Page MenuHomePhabricator

varnish-fe crashes due to "Error in munmap(): Cannot allocate memory"
Closed, ResolvedPublic

Description

We have seen several varnish-fe crashes with the following errors:

Jan 08 15:05:40 cp3050 varnishd[3571]: Child (3611) said <jemalloc>: Error in munmap(): Cannot allocate memory
Jan 08 15:06:22 cp3050 varnishd[3571]: Failed to kill child with PID 3611: Operation not permitted
Jan 08 15:06:22 cp3050 varnishd[3571]: Unexpected reply from ping: 400 CLI communication error (hdr)
Jan 08 15:06:22 cp3050 varnishd[3571]: Failed to kill child with PID 3611: Operation not permitted
Jan 08 15:06:22 cp3050 varnishd[3571]: Unexpected reply from ping: 400 CLI communication error
Jan 08 15:06:24 cp3050 varnishd[3571]: Child (3611) died signal=6
Jan 08 15:06:24 cp3050 varnishd[3571]: Child (3611) Panic at: Wed, 08 Jan 2020 15:06:24 GMT
                                       Assert error in VGZ_NewGzip(), cache/cache_gzip.c line 142:
                                         Condition(Z_OK == i) not true.
[...]

Note that this is not the same error message as T241593. Also T185968 is different, in that the OOM-killer has nothing to do with the crashes observed during the past days.

Perhaps interestingly, the following text was removed in 2012 from the Varnish troubleshooting guide:

Specifically if you see the "Error in munmap" error on Linux you might
want to increase the amount of maps available. Linux is limited to a
maximum of 64k maps. Setting vm.max_max_count i sysctl.conf will
enable you to increase this limit. You can inspect the number of maps
your program is consuming by counting the lines in /proc/$PID/maps.

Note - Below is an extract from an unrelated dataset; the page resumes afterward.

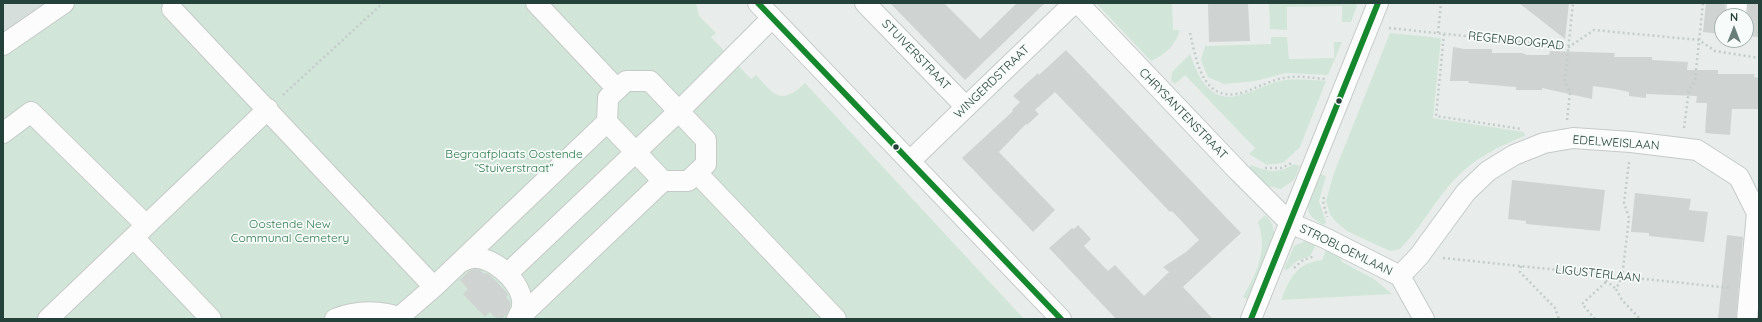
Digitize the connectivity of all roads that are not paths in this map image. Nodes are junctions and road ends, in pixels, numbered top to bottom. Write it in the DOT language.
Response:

The actual sysctl setting name is vm.max_map_count.

Event Timeline

ema created this task.Jan 10 2020, 11:31 AM
Restricted Application added a project: Operations. · View Herald TranscriptJan 10 2020, 11:31 AM
Restricted Application added a subscriber: Aklapper. · View Herald Transcript
ema triaged this task as High priority.Jan 10 2020, 11:31 AM
ema updated the task description. (Show Details)Jan 10 2020, 11:33 AM
ema moved this task from Triage to Caching on the Traffic board.Jan 10 2020, 2:41 PM

Change 564616 had a related patch set uploaded (by Ema; owner: Ema):
[operations/puppet@production] cache: raise vm.max_map_count sysctl

https://gerrit.wikimedia.org/r/564616

Change 564616 merged by Ema:
[operations/puppet@production] cache: raise vm.max_map_count sysctl

https://gerrit.wikimedia.org/r/564616

Change 564696 had a related patch set uploaded (by Ema; owner: Ema):
[operations/puppet@production] prometheus: collect varnishd_mmap_count for varnish-frontend

https://gerrit.wikimedia.org/r/564696

Change 566463 had a related patch set uploaded (by Ema; owner: Ema):
[operations/puppet@production] cache: icinga check for high varnishd_mmap_count

https://gerrit.wikimedia.org/r/566463

Change 566463 merged by Ema:
[operations/puppet@production] cache: icinga check for high varnishd_mmap_count

https://gerrit.wikimedia.org/r/566463

ema closed this task as Resolved.Jan 22 2020, 12:00 PM
ema claimed this task.

Raised vm.max_map_count and added an icinga check alerting if the number of memory map areas used by varnish is getting close to the value. Closing.